- [TASK] Below are the records; print exactly the lines from the one with "middle pip: (525, 225)" through the last, both included, and leave the pictures out.

Human pose images with coordinates:
---*---

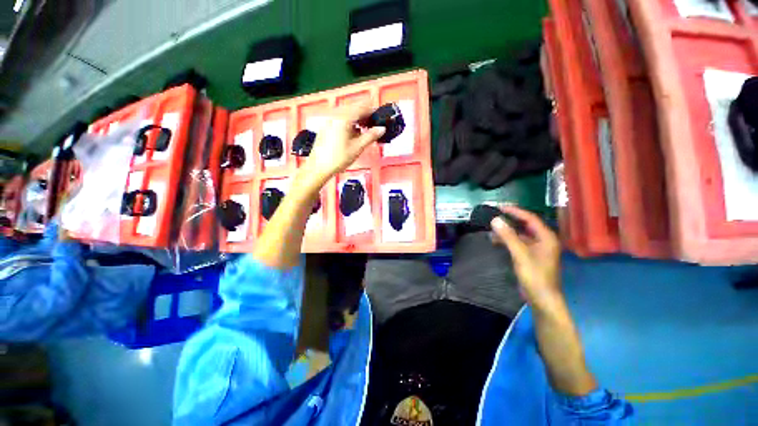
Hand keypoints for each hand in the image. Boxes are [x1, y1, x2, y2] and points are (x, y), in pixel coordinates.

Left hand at [303, 103, 385, 180]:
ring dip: (357, 119)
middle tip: (374, 127)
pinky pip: (340, 118)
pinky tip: (353, 134)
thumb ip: (370, 136)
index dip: (373, 111)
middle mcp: (335, 114)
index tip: (380, 119)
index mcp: (344, 118)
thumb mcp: (358, 147)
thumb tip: (382, 128)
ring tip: (364, 131)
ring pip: (347, 113)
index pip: (362, 107)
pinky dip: (349, 123)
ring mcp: (329, 119)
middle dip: (365, 115)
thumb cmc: (338, 158)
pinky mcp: (326, 125)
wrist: (318, 167)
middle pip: (354, 108)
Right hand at [490, 206, 561, 309]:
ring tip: (491, 230)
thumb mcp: (520, 254)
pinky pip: (518, 244)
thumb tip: (495, 220)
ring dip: (507, 232)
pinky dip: (508, 241)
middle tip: (494, 216)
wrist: (542, 299)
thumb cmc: (535, 276)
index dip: (515, 211)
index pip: (530, 218)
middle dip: (510, 221)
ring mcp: (537, 249)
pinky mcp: (531, 257)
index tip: (499, 207)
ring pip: (520, 235)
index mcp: (546, 237)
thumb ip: (508, 236)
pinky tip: (496, 241)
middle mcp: (543, 240)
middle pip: (525, 225)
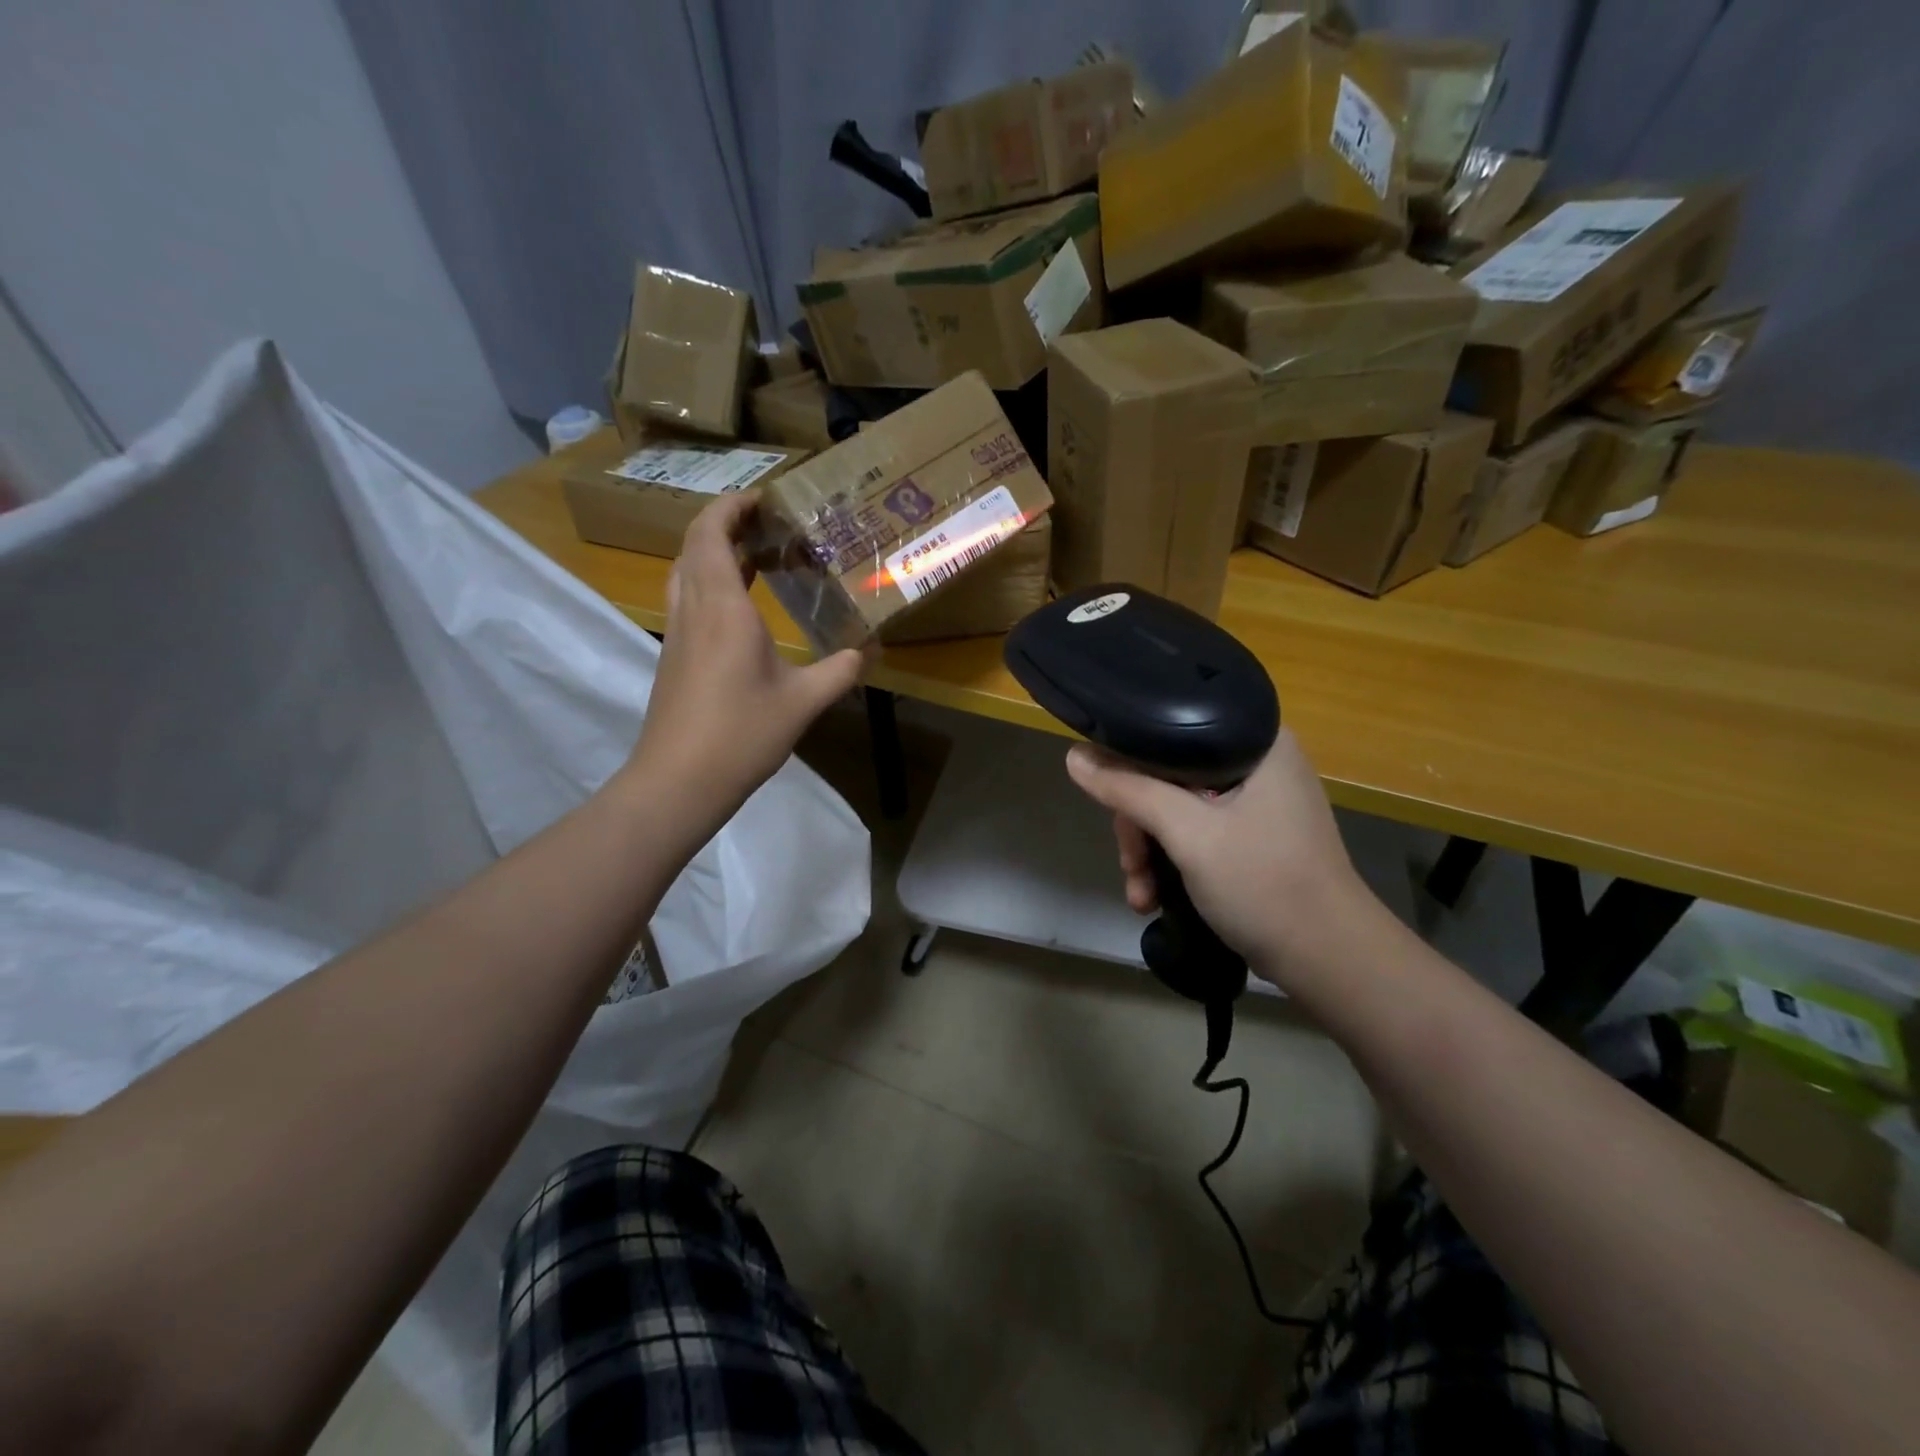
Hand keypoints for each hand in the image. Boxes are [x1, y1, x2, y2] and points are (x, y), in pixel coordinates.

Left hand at [627, 491, 866, 822]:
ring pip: (686, 571)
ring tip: (758, 555)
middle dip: (727, 523)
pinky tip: (742, 606)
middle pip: (694, 544)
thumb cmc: (741, 734)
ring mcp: (677, 633)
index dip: (732, 506)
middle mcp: (693, 609)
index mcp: (723, 607)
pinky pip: (687, 598)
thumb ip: (840, 671)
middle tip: (768, 523)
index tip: (764, 498)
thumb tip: (869, 651)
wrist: (678, 781)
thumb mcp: (803, 702)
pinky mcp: (673, 656)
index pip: (712, 533)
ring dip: (715, 552)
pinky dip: (710, 582)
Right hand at [1065, 730, 1382, 991]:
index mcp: (1256, 740)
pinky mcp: (1253, 835)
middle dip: (1139, 825)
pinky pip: (1195, 832)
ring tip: (1140, 892)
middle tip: (1130, 864)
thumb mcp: (1188, 833)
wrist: (1330, 959)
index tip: (1110, 801)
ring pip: (1177, 808)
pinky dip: (1172, 862)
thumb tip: (1074, 757)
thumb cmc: (1264, 883)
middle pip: (1168, 775)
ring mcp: (1257, 801)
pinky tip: (1153, 896)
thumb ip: (1129, 791)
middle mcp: (1258, 761)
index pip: (1171, 729)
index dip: (1130, 761)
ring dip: (1150, 852)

---*---

- [RESPONSE FOR THIS EXERCISE]
middle pip: (525, 225)
Hand keypoints for each hand in the image. Boxes are [x1, y1, x2, y2] and points are (x, y), in pixel coordinates.

Left hand at [627, 491, 866, 822]:
ring pip: (686, 571)
ring tip: (758, 555)
middle dip: (727, 523)
pinky tip: (742, 606)
middle pip: (694, 544)
thumb cmc: (741, 734)
ring mcp: (677, 633)
index dip: (732, 506)
middle mcp: (693, 609)
index mcp: (723, 607)
pinky pip: (687, 598)
thumb ip: (840, 671)
middle tip: (768, 523)
index tip: (764, 498)
thumb tip: (869, 651)
wrist: (678, 781)
thumb mcp: (803, 702)
pinky mcp: (673, 656)
index pip: (712, 533)
ring dip: (715, 552)
pinky dip: (710, 582)
Right hand at [1065, 730, 1382, 991]:
index mcp: (1256, 740)
pinky mcp: (1253, 835)
middle dip: (1139, 825)
pinky pip: (1195, 832)
ring tip: (1140, 892)
middle tip: (1130, 864)
thumb mcp: (1188, 833)
wrist: (1330, 959)
index tip: (1110, 801)
ring pip: (1177, 808)
pinky dip: (1172, 862)
thumb tip: (1074, 757)
thumb cmc: (1264, 883)
middle pip: (1168, 775)
ring mcp: (1257, 801)
pinky tip: (1153, 896)
thumb ip: (1129, 791)
middle mcp: (1258, 761)
index pip: (1171, 729)
index dip: (1130, 761)
ring dip: (1150, 852)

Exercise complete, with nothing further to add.